It has taken me a year and a half to grab hold of me and find a way out of this misery called my life. I curled up in a ball and cried every day for a year when my Bipolar husband me left me. I could not understand how he could just leave and not come back and not even tell me he was going… he just left. So how does one begin to heal from that kind of abandonment? Each step I took was very shaky and very frightening; but I took them nonetheless.
I ended up in the hospital wanting to die where they did nothing to help me. They put me in a room all alone in the ER to wait for a bed that never became available. This happened to me three times in three different hospitals. After the third time, I realized they were helping me by giving me time to figure out how to help myself. They would send in a social worker every day or two to check on me to see if I still wanted to die and when they believed that I would not kill myself, they sent me home. I continued with out-patient therapy as often as I could. Having limited stability made it difficult. Home was not where the heart was for me.
Home was a motorhome that my husband walked away from. I had never driven the monstrosity before, but I knew that I was on my own and had to learn quickly. So off on this new adventure I went! Before long, the motorhome died and I was stranded alongside the road, penniless. Restaurant owners allowed me to camp out on their grounds until I could sell the motorhome. Thankfully, it sold quickly and I bought a car with the proceeds. And suddenly, I was officially homeless and frightened of what lies ahead. I prayed all day every day.
My husband had alienated me from my family so I was not close to anyone except my daughter. She allowed me to spend a lot of time at her house. I would spend most of the time in the bedroom crying. I’m sure that it was very hard on her and my granddaughter. Not wanting to be a burden, I left. It wasn’t long before I went from living on the streets to an abandoned house of a family member. The house had no electricity, gas or running water. I slept on the bare floor and when a person is in their fifties, sleeping on the bare floor is quite a painful experience. The pain and stiffness followed me for days and days. So to bring some relief of the pain and stiffness, I began to walk.
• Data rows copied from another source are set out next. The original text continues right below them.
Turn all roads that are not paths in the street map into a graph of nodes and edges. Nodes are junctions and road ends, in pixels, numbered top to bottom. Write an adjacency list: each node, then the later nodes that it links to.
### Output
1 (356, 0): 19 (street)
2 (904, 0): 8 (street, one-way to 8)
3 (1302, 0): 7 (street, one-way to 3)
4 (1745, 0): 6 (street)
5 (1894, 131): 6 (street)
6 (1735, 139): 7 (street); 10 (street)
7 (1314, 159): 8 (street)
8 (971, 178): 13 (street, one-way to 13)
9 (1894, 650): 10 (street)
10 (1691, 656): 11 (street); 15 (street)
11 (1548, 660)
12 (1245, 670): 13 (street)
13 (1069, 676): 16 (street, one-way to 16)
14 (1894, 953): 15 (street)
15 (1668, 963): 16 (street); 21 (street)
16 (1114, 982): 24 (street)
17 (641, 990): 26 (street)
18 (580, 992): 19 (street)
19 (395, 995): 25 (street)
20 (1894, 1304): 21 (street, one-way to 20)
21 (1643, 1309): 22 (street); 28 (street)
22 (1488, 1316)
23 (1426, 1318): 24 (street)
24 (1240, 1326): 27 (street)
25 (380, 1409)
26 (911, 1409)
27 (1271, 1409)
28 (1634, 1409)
I was 5’ 5” tall weighing 230 pounds and could barely make it around the block. The pain was unbearable but I believed if I didn’t keep moving, I would die. The more I moved, the more it hurt, the faster I walked. Sometimes I would go around the block two or three times a day. It became easier and easier for me to get around the block; but it didn’t take very long for the realization to hit me that the love of my life was gone. And then I would to run in order to block the panic. The pounds started falling off of me and I began to want to live instead of dying. But I knew it was time for me to make some changes.
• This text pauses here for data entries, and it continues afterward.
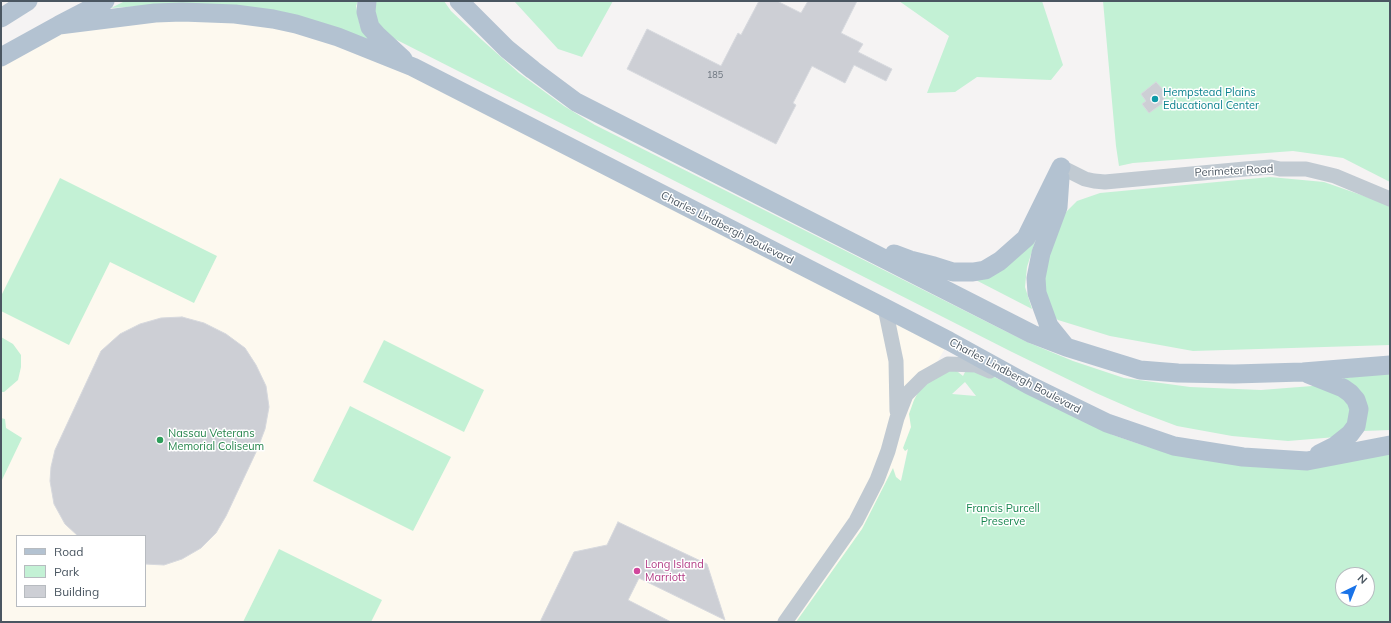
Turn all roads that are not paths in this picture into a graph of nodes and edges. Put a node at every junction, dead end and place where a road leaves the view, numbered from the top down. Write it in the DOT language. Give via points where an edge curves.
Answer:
graph roads {
  1 [pos="28,1"];
  2 [pos="105,1"];
  3 [pos="368,1"];
  4 [pos="459,1"];
  5 [pos="1,18"];
  6 [pos="59,25"];
  7 [pos="1,57"];
  8 [pos="413,67"];
  9 [pos="1061,166"];
  10 [pos="1390,199"];
  11 [pos="841,237"];
  12 [pos="885,308"];
  13 [pos="1066,347"];
  14 [pos="1390,365"];
  15 [pos="1303,372"];
  16 [pos="1029,385"];
  17 [pos="897,418"];
  18 [pos="1390,445"];
  19 [pos="1307,460"];
  20 [pos="785,622"];
  1 -- 5 [label="main road"];
  2 -- 6 [label="main road"];
  3 -- 8 [label="main road" via="366,12 370,27"];
  4 -- 11 [label="main road" via="507,49 576,102"];
  6 -- 7 [label="main road"];
  6 -- 8 [label="main road, Charles Lindbergh Boulevard" via="155,13 235,14 296,24 338,37"];
  8 -- 12 [label="main road, Charles Lindbergh Boulevard"];
  9 -- 10 [label="street, Perimeter Road" via="1122,181 1245,168 1306,169 1335,176"];
  9 -- 11 [label="main road" via="1026,238 1000,261 985,270 953,272"];
  9 -- 13 [label="main road" via="1058,206 1041,253 1036,278 1037,293 1046,320"];
  11 -- 13 [label="main road" via="1021,329"];
  12 -- 16 [label="main road, Charles Lindbergh Boulevard"];
  12 -- 17 [label="street" via="896,361"];
  13 -- 15 [label="main road" via="1140,370 1234,374"];
  14 -- 15 [label="main road"];
  15 -- 19 [label="main road" via="1343,388 1356,400 1359,409 1356,426 1350,434 1335,446"];
  16 -- 17 [label="street" via="976,365 948,364 923,378 913,387 906,395"];
  16 -- 19 [label="main road, Charles Lindbergh Boulevard" via="1107,423 1174,446 1243,457"];
  17 -- 20 [label="street" via="877,480 856,521"];
  18 -- 19 [label="main road, Charles Lindbergh Boulevard"];
}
In deciding it was time to change, I left the unlivable home, ate humble pie and called my mom to ask if I could stay with her. She said yes and I gathered what little I had and headed to my mom’s. During the day, I volunteered at a place that makes food boxes for people and has a secondhand store that is ran through donations in order to pay for the food that they give to people. One day, a lady came up to me and asked if I knew anyone who was fifty-five or older, volunteering and low income and would like to get paid for their volunteer work. “Yes, me”, I screamed!!! After a lot of nail-biting, prayers and paperwork, I now get a paycheck for my volunteer work and will soon be able to get my own place! I’m so very grateful that I never gave up and chose to live rather than die. If you find yourself discouraged and losing hope, consider conquering the following roadblocks on your journey to victory:
- Exercise to reduce physical and emotional pain.
- Become physically fit.
- Actively participate in therapy.
- Seek medical assistance until you feel safe.
- Climb out of despair.
- Connect with family when needed.
- Seek knowledge.
- Practice the lessons learned.
- Never give up
Today, I know I will be able to have a life and take care of myself, whether my husband comes back or not. I graduated from NAMI’s Family to Family class and learned quite a few things that I did not know. The most valuable lesson learned is I can only fix myself. I went on the 5k walk for NAMI, something I’ve always wanted to do. That experience made me feel strong and fearless. I enjoy listening to motivational speakers online which gives me courage to own my circumstances without blaming anyone, especially myself. My hope is to help others see, doing the hard work to improve your life, starts your journey toward mental wellness. Happy trails!
Susan spent most of her childhood trying to runway from her mother’s basement. At the age of twelve, she was raped, battered and emotionally scarred. She suffered through one abusive marriage resulting in a son and another destructive relationship which produce a daughter. Susan married for the second time they lived in a motor home until becoming homeless. After about two years of homelessness, he left her standing beside the road. Eventually, her elderly mom took her in and she is now living in the very basement she tried to escape.
Susan met therapist. Dr. Carol, after several bad experiences with previous therapists. According to Susan, Dr. Carol helped her to gain balance so she could focus on lifelong goals. Susan wanted to be a writer since childhood and is currently working on several books. She helps feed about 1500 families each month.at the Community Action Center in Sandy Oregon. She also helps sort through the Center’s donated items for sale to raise money to help anyone in need. Because of volunteers like Susan, the center is able to help mentally ill and homeless people like her son to get food, clothing and shelter.